No entanto, a modificação das bibliotecas do sistema é um processo arriscado, que pode não atingir seus objetivos. Os pesquisadores observaram que o malware Dvmap rastreia e registra cada movimento até o servidor de comando e controle, ainda que o servidor de comando não responda com instruções.  Isso sugere que o malware ainda não está totalmente pronto ou implementado.  

 
O Dvmap é distribuído na Google Play Store como um jogo. Para burlar as verificações de segurança da loja, os desenvolvedores do malware carregaram um aplicativo limpo na loja no final de março de 2017. Depois, atualizaram esse aplicativo com uma versão maliciosa, que durou um curto período, antes do carregamento de outra versão limpa. No espaço de quatro semanas, isso foi feito pelo menos cinco vezes.

 
A instalação do cavalo de Troia Dvmap no dispositivo da vítima ocorre em dois estágios. Na fase inicial, o malware tenta obter direitos de acesso à raiz do dispositivo. Quando consegue, ele instala diversas ferramentas; algumas incluem comentários em chinês. Um desses módulos é um aplicativo, “com.qualcmm.timeservices”, que conecta o cavalo de Troia a seu servidor de comando e controle. Porém, durante toda a investigação, o malware não recebeu nenhum comando de volta.  

 
Na fase principal da infecção, o cavalo de Troia executa um arquivo “inicial”, verifica a versão do Android instalada e decide em qual biblioteca vai injetar seu código. Na etapa seguinte, o código existente é substituído pelo código malicioso, o que pode fazer o dispositivo infectado travar. 

 
As bibliotecas do sistema recém-corrigidas executam um módulo malicioso capaz de desativar o recurso ‘VerifyApps’ (Verificação de aplicativos). Em seguida, ele ativa a configuração ‘Unknown sources’ (Fontes desconhecidas), permitindo a instalação de aplicativos de qualquer origem, não apenas da Google Play Store. Esses aplicativos podem incluir programas maliciosos ou de publicidade não solicitada. 

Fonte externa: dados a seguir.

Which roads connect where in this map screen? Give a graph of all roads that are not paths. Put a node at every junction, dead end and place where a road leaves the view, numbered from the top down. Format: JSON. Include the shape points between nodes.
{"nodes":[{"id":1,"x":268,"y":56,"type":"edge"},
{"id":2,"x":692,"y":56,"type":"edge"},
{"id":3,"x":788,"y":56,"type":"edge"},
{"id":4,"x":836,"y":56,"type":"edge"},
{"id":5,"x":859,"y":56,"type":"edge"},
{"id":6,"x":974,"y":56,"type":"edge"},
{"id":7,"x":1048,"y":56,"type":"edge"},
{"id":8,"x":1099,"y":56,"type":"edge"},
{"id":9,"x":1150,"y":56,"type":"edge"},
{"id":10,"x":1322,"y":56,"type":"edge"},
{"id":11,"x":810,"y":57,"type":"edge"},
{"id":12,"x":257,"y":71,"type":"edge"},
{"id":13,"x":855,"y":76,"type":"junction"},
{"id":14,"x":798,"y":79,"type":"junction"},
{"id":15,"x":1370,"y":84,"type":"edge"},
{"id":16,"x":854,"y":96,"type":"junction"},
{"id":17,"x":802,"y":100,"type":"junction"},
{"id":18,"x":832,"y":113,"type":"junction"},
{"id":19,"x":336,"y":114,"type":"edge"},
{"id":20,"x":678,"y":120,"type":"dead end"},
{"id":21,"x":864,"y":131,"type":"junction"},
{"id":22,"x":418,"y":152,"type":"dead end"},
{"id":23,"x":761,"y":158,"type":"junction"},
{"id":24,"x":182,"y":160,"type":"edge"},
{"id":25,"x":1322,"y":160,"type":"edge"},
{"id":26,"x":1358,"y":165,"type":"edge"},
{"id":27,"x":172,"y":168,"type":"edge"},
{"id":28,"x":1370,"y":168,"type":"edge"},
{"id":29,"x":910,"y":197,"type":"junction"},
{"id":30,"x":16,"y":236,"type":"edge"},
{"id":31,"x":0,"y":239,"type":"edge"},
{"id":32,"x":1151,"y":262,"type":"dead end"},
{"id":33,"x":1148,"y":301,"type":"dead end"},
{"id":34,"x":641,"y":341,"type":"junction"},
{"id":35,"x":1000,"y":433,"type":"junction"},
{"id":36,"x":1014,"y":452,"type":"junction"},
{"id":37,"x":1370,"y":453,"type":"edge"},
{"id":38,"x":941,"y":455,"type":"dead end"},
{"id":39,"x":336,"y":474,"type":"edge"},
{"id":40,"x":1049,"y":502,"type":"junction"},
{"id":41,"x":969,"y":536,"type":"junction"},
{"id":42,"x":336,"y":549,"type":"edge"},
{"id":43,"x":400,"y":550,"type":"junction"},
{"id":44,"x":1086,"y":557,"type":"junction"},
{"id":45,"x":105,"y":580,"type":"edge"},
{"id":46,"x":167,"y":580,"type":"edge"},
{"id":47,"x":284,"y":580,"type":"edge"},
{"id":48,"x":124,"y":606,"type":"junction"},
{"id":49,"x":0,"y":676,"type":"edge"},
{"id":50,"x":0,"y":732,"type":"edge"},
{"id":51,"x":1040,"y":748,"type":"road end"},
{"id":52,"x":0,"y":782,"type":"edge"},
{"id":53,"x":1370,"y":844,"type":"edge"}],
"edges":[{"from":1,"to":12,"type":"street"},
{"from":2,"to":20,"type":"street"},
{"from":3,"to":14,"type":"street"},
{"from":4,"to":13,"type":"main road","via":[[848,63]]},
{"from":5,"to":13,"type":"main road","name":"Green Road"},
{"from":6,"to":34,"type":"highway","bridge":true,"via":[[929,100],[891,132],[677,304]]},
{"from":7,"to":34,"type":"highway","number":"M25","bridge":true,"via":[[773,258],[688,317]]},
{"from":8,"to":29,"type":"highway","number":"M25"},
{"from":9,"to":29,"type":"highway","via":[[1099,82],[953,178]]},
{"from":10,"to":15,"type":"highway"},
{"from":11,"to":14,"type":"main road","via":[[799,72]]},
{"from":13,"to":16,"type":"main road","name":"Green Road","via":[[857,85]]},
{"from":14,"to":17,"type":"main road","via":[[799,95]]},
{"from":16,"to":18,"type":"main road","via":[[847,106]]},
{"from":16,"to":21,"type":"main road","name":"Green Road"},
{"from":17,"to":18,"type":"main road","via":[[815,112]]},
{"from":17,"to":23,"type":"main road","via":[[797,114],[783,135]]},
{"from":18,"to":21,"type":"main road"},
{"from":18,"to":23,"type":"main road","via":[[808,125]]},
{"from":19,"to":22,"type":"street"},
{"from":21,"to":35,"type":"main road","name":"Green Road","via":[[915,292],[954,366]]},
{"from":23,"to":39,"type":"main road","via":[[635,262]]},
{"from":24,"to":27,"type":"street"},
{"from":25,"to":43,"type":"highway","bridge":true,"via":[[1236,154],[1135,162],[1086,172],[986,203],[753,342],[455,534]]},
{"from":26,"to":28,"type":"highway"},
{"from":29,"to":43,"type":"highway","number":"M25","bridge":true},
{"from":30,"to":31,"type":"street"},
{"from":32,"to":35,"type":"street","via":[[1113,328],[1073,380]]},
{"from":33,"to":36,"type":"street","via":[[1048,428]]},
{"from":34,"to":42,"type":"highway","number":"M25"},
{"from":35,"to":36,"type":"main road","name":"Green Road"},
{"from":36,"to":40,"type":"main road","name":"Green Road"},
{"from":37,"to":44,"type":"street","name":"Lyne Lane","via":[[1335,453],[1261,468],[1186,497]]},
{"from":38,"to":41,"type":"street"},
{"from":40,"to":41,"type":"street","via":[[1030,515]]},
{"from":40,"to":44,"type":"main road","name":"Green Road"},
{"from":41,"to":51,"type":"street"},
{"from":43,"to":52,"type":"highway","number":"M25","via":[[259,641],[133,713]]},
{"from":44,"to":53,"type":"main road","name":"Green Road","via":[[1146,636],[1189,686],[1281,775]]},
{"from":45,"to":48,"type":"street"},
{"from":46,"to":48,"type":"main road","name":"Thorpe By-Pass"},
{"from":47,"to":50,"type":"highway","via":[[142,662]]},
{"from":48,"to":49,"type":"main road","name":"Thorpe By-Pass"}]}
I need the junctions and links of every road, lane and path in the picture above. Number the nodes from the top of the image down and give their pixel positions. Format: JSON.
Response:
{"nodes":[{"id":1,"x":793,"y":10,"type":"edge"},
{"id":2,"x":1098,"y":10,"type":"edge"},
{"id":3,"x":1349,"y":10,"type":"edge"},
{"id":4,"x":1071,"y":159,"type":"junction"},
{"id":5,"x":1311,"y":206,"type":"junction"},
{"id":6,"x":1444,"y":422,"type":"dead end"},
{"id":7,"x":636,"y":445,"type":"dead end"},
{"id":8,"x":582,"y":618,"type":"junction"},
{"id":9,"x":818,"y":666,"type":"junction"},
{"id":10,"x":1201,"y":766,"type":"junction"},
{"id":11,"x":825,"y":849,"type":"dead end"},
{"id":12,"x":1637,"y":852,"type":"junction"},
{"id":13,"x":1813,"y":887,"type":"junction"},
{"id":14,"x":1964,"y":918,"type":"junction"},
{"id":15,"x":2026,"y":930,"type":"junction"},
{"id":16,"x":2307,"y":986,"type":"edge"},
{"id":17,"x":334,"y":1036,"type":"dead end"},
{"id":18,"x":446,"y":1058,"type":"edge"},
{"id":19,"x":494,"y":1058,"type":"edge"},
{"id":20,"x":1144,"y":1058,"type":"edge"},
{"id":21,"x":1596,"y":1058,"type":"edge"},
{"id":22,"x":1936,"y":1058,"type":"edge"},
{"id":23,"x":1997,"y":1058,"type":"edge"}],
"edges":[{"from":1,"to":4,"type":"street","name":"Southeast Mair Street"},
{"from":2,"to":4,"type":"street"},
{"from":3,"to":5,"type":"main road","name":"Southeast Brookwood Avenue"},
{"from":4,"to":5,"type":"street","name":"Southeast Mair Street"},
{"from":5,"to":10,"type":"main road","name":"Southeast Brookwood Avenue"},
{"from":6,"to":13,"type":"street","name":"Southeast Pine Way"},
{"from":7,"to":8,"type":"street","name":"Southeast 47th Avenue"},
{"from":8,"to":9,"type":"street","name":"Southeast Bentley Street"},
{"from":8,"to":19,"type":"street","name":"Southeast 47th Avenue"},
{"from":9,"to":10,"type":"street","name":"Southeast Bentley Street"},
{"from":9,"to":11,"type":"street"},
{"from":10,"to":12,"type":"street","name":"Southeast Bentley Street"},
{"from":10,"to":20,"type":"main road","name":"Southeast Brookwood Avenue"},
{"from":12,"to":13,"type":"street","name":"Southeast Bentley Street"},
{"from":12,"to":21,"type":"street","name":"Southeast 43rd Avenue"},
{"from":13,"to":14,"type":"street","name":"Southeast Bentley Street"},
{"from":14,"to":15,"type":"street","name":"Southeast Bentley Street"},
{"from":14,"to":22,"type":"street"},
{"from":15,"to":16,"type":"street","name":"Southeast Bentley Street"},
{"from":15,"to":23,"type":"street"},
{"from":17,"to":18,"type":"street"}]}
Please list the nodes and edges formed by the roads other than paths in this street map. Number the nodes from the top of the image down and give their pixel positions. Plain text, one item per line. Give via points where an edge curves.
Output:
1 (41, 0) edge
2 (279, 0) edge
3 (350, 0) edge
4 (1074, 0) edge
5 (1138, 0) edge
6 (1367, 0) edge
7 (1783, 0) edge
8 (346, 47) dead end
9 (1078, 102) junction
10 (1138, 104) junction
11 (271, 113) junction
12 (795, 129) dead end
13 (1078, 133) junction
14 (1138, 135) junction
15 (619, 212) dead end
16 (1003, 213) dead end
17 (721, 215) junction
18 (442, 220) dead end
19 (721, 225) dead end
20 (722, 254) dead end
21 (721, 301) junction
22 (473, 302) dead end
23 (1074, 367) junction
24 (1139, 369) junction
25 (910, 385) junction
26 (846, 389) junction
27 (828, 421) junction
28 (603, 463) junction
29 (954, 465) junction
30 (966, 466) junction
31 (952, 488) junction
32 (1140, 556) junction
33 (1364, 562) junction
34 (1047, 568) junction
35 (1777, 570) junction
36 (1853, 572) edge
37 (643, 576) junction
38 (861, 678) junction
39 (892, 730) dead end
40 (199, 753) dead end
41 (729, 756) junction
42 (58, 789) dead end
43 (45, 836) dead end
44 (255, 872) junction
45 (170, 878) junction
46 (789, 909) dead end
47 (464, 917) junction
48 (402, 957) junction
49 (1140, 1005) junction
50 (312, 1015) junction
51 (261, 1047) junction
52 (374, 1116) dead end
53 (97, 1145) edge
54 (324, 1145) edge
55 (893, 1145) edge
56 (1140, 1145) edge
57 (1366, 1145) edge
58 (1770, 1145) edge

“O cavalo de Troia Dvmap representa uma nova evolução perigosa dos malwares para Android, em que o código malicioso se injeta nas bibliotecas do sistema, onde é mais difícil detectá-lo e removê-lo.

Os usuários que não têm uma solução de segurança para identificar e bloquear a ameaça antes dessa invasão terão problemas graves.  Acreditamos ter descoberto esse malware em um estágio bastante precoce. Nossa análise mostra que os módulos maliciosos informam cada movimento aos invasores, e existem técnicas capazes de violar os dispositivos infectados. A rapidez é essencial para evitar um ataque massivo e perigoso”, declarou Roman Unuchek, analista sênior de malware da Kaspersky Lab.

 
Os usuários que suspeitam ter sido infectados pelo Dvmap devem fazer backup de todos os seus dados e executar uma restauração dos dados de fábrica. Além disso, a Kaspersky Lab recomenda que todos os usuários instalem em seus dispositivos uma solução de segurança confiável, como o Kaspersky Internet Security for Android, sempre verifiquem se os aplicativos foram criados por um desenvolvedor respeitável, mantenham o software do sistema operacional e dos aplicativos atualizado e não baixem nada que pareça minimamente suspeito ou cuja origem não possa ser confirmada.